How to complete this task> Below are several entries. Transcribe exactly those lines that fall from the one with "index tip: (519, 242)" through the one with "pinky tip: (597, 281)", end lines included.

Stored data:
::::
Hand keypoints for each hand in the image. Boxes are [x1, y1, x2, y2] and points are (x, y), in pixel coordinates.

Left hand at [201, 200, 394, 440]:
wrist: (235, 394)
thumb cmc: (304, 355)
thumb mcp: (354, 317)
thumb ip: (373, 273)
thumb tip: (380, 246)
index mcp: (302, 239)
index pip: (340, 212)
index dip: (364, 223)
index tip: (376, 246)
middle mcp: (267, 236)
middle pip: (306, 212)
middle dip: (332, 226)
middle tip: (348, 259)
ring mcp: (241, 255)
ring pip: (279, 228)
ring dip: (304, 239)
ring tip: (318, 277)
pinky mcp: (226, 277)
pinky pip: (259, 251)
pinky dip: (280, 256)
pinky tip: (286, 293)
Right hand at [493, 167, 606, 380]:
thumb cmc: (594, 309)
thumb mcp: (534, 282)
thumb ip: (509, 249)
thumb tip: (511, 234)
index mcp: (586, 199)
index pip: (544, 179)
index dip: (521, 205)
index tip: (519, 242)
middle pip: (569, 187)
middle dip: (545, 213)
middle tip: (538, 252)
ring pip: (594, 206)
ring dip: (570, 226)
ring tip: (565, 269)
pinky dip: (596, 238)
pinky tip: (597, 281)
::::
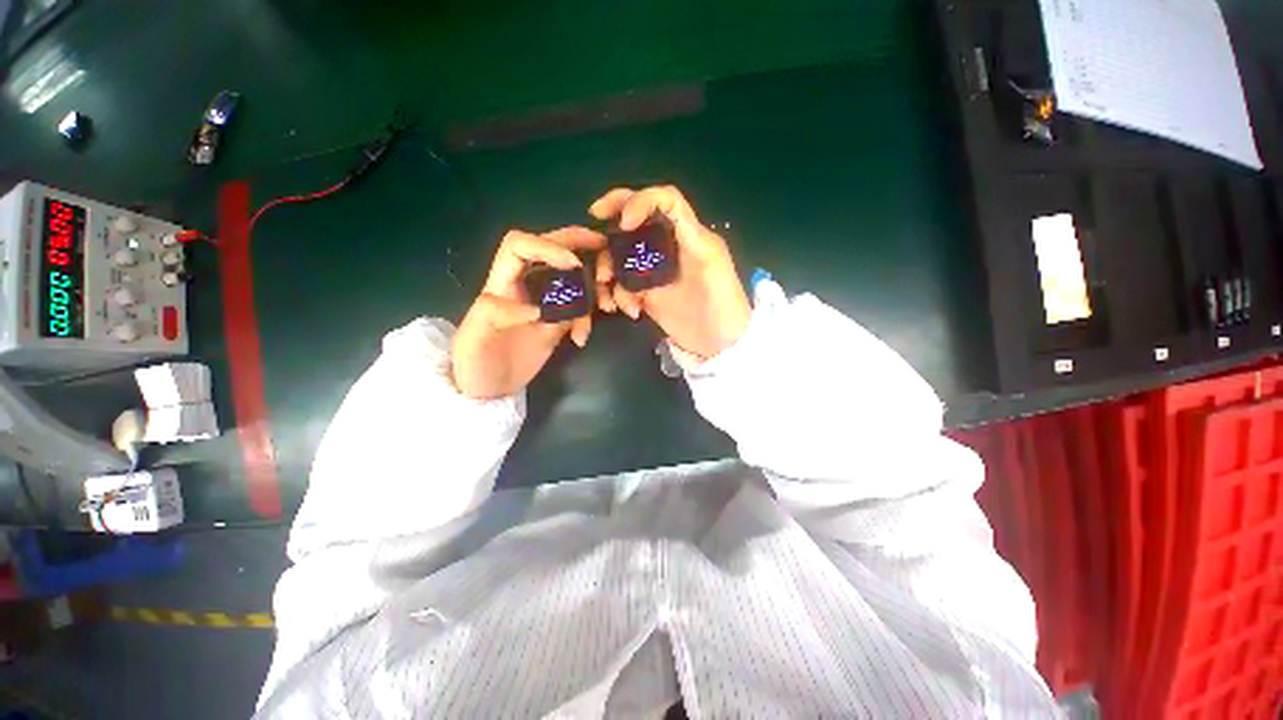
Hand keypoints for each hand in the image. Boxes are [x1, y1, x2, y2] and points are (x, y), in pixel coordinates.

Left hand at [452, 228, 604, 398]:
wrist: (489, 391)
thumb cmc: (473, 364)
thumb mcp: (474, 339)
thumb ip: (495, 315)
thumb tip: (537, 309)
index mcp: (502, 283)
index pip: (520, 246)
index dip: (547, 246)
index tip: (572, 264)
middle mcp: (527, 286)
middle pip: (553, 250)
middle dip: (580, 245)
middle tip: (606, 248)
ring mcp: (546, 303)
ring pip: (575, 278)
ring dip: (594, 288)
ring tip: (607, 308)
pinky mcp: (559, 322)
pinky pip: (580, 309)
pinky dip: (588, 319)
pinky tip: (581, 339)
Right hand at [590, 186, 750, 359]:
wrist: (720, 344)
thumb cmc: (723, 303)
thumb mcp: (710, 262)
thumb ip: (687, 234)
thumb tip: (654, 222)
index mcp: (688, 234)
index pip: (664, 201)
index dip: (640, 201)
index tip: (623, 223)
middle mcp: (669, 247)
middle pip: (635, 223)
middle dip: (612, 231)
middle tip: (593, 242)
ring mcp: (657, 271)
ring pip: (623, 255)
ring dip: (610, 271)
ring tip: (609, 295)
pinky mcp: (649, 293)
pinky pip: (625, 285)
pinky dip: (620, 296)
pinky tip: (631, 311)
::::
Expected output>
index tip: (519, 242)
middle pip: (569, 187)
middle dip: (545, 213)
middle tip: (538, 252)
ring pip: (594, 206)
ring dip: (570, 226)
ring tip: (565, 269)
pinky dip: (596, 238)
pinky tip: (597, 281)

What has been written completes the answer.